Exercise objective:
Would you show every line from the records that holds "West"?

Data excerpts:
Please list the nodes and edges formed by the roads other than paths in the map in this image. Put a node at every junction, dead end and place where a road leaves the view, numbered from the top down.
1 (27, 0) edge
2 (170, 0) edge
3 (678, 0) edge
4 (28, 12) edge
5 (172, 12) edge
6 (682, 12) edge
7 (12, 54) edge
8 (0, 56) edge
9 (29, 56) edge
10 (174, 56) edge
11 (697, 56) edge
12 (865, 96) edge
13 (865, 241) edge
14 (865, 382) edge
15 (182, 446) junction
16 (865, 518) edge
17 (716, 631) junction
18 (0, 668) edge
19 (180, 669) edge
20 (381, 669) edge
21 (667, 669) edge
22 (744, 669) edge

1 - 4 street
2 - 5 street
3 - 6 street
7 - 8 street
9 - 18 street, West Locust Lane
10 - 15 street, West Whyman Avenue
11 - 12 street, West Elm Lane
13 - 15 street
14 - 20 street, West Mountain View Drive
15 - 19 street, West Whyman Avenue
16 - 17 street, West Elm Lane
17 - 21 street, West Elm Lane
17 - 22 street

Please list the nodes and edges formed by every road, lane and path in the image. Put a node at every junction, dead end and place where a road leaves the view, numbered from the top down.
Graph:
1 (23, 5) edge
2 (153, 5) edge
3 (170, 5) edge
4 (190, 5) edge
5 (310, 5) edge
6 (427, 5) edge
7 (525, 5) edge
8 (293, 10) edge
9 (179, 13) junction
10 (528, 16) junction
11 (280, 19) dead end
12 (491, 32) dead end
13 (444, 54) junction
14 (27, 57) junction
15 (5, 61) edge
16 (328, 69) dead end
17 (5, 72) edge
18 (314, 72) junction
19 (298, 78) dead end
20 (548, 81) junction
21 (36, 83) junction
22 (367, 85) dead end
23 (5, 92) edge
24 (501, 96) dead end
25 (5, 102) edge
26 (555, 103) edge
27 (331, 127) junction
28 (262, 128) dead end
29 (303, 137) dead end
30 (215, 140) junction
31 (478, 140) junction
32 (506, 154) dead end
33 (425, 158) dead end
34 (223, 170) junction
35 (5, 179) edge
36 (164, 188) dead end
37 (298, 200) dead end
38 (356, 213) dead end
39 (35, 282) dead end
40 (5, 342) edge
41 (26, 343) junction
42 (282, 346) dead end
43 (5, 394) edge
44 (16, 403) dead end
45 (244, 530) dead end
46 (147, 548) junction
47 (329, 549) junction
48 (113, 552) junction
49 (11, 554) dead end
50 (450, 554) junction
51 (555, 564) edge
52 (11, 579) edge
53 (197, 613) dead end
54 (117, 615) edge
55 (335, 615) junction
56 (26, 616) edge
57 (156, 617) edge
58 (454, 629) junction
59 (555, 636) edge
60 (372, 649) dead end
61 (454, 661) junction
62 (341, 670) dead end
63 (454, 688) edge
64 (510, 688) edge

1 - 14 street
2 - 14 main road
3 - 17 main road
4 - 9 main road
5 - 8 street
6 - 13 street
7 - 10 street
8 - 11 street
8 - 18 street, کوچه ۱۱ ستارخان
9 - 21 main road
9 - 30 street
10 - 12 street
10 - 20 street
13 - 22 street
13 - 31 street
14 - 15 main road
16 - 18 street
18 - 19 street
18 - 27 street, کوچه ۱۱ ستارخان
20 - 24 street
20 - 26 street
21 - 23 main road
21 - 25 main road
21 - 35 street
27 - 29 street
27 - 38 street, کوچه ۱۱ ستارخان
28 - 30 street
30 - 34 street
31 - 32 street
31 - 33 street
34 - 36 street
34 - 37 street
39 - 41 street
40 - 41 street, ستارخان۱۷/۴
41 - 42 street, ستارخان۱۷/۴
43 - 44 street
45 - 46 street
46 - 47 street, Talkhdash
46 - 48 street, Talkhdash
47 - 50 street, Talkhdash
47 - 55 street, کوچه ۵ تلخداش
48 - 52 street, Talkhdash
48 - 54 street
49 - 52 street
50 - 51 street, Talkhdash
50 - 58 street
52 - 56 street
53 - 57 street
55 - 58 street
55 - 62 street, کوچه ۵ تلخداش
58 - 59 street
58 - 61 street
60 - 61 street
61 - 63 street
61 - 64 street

Written answer:
9 - 18 street, West Locust Lane
10 - 15 street, West Whyman Avenue
11 - 12 street, West Elm Lane
14 - 20 street, West Mountain View Drive
15 - 19 street, West Whyman Avenue
16 - 17 street, West Elm Lane
17 - 21 street, West Elm Lane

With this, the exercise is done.